In today’s world of audiology, there is a reliance on the audiogram because it is seen to be objective.
An audiogram is a graph that shows the results of a hearing test. It will show how loud sounds need to be at different frequencies for you to hear them. The audiogram shows the type, degree, and configuration of hearing loss.
A key problem with reliance on the pure-tone audiogram for help with hearing aids is the frequently observed mismatch with a person’s self-perceived hearing loss. Often the mismatch between audiometric and self-report measures of hearing difficulties has been couched in terms of the self-report measure either underestimating or overestimating the true hearing loss. But it is accepted now that the audiogram does not provide a comprehensive picture of hearing function and self-report measures were needed to supplement it.
When reviewing the literature on self-reported or perceived hearing loss it is quickly apparent that there is no consensus as to how this should be measured and summarised.
Even for the audiogram, heated scholarly exchanges have been going on for many years about whether they effectively capture the severity of a hearing problem.
Recent research has found that individuals with “normal hearing” could have self-reported hearing difficulties that ranged from minimal to substantial.
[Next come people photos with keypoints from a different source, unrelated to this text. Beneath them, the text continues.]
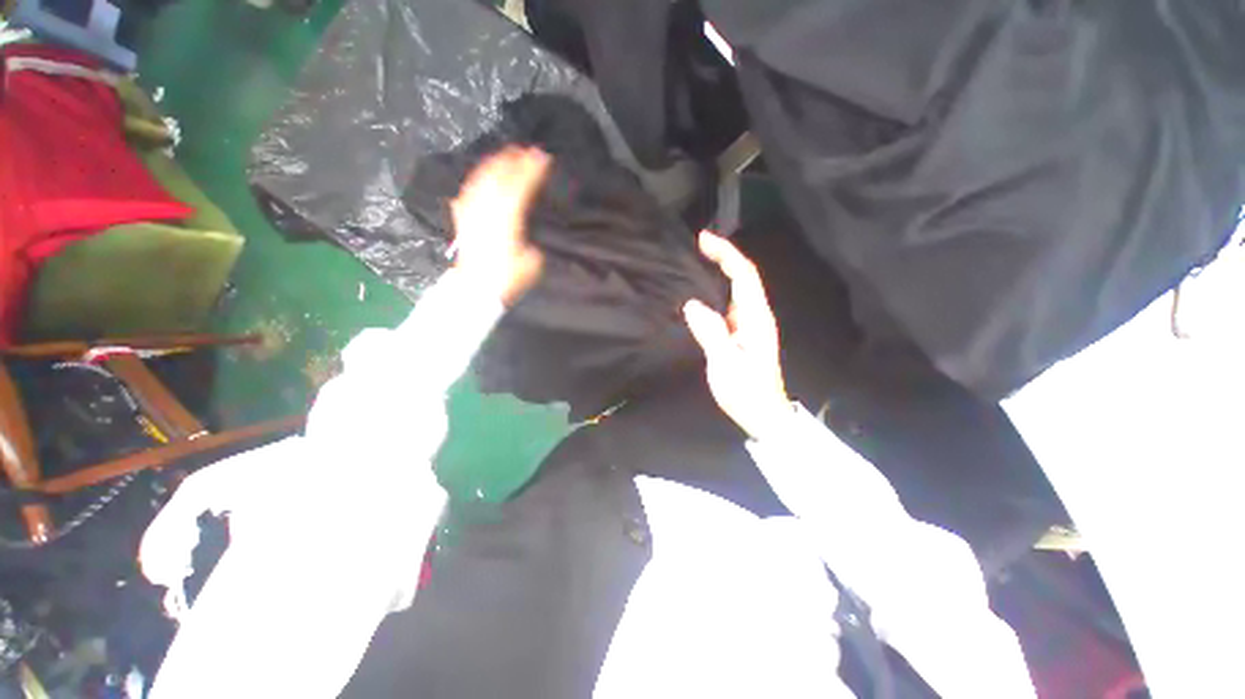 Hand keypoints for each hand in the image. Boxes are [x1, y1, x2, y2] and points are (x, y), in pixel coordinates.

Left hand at [450, 147, 550, 304]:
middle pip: (499, 179)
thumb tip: (529, 235)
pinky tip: (481, 176)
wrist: (475, 288)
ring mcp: (472, 213)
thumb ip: (531, 242)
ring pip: (481, 181)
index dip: (531, 171)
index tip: (542, 157)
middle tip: (526, 150)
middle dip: (513, 162)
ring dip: (494, 165)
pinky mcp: (463, 219)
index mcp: (507, 221)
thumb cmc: (506, 279)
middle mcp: (487, 211)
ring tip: (505, 155)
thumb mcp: (532, 263)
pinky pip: (468, 192)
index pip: (519, 188)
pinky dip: (476, 180)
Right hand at [684, 232, 791, 439]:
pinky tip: (703, 290)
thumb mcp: (726, 364)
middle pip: (744, 277)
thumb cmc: (746, 391)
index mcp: (756, 319)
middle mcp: (757, 315)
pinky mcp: (743, 333)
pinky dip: (718, 289)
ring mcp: (751, 324)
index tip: (704, 240)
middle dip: (723, 256)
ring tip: (697, 260)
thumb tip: (692, 305)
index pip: (744, 276)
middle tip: (698, 244)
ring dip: (720, 270)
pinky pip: (730, 303)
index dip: (726, 254)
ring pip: (737, 289)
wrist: (762, 413)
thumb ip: (711, 333)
Within the context of the WHO International Classification of Health and Functioning (WHO-ICF; WHO, 2001), pure-tone audiometry tapped into only the “bodily impairment” domain of healthy function whereas well-conceived self-report measures can tap all three domains defined by the WHO model – bodily impairment, activity limitations, and participation restrictions, and possibly some of the contextual factors that modulate each domain. As a result, a strong association between the narrow audiometric measure of hearing loss and the broad self-report measure of hearing difficulty would not be expected.
It is important to better understand the association between audiometric definitions of hearing impairment and self-report measures of perceived hearing difficulty. Of particular interest is the association of each of these measures with the eventual uptake of assistance from devices, such as hearing devices. Several studies and reviews have identified self-reported hearing difficulty as the key factor leading to hearing-aid acquisition.
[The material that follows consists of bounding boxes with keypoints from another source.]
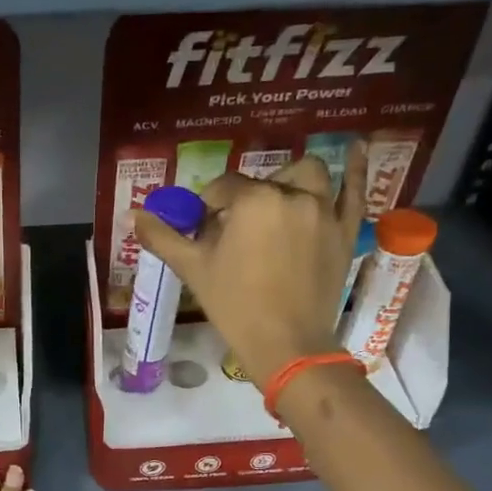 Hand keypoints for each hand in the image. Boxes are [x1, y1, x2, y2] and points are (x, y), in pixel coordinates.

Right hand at [134, 143, 366, 385]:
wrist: (285, 343)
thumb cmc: (234, 304)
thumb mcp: (192, 268)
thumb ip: (163, 237)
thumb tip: (132, 214)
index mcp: (253, 200)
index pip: (223, 188)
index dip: (208, 207)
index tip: (202, 231)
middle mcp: (292, 195)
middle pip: (262, 183)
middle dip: (245, 197)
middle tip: (235, 227)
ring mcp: (324, 211)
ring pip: (308, 176)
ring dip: (290, 180)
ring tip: (278, 197)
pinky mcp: (345, 231)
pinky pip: (355, 192)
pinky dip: (357, 170)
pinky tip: (359, 147) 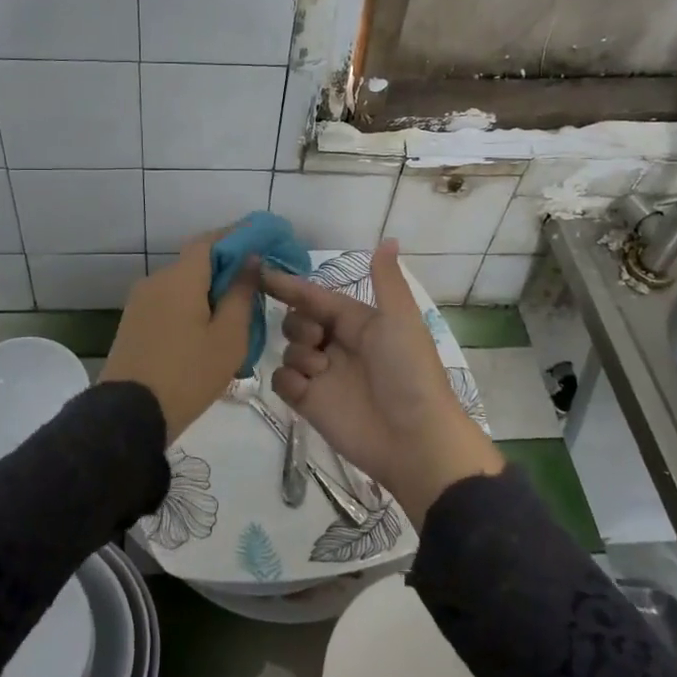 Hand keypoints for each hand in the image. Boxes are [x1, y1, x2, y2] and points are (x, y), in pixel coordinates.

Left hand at [101, 231, 256, 441]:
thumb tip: (249, 259)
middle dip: (225, 270)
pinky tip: (206, 333)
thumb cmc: (188, 374)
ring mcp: (140, 302)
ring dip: (207, 293)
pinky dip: (190, 308)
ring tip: (234, 318)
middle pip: (196, 263)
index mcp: (180, 277)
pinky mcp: (133, 324)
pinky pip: (168, 304)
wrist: (129, 415)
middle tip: (254, 289)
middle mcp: (156, 281)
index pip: (210, 240)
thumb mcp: (228, 337)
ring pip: (182, 286)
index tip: (262, 242)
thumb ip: (241, 293)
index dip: (237, 236)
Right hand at [262, 239, 502, 520]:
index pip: (317, 298)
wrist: (414, 438)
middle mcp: (338, 346)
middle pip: (297, 322)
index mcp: (358, 323)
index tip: (261, 274)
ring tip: (320, 371)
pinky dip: (289, 380)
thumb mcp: (400, 319)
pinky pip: (283, 381)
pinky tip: (307, 389)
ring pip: (289, 350)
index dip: (291, 286)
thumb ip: (386, 279)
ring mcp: (323, 376)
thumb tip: (388, 239)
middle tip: (317, 339)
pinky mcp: (310, 405)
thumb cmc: (408, 371)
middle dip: (298, 324)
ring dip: (298, 353)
Furthermore, many older adults with slight amounts of pure-tone hearing loss – “normal” hearing – seek hearing aids and obtain benefits. These individuals are already well motivated as they have perceived hearing needs that compromise their auditory wellness.
This article was taken from U.S. Population Data on Hearing Loss, Trouble Hearing, and Hearing-Device Use in Adults: National Health and Nutrition Examination Survey, 2011–12, 2015–16, and 2017–20. This report had the following objectives. To provide: (1) updated estimates of the prevalence of audiometric hearing loss and perceived hearing difficulty among U.S. adults; (2) updated estimates of the prevalence of use of hearing aids and ALDs in U.S. adults; (3) estimates of the unmet HHC needs of U.S. adults. In addition, variables affecting audiometric hearing loss, perceived hearing difficulty, and device uptake were examined.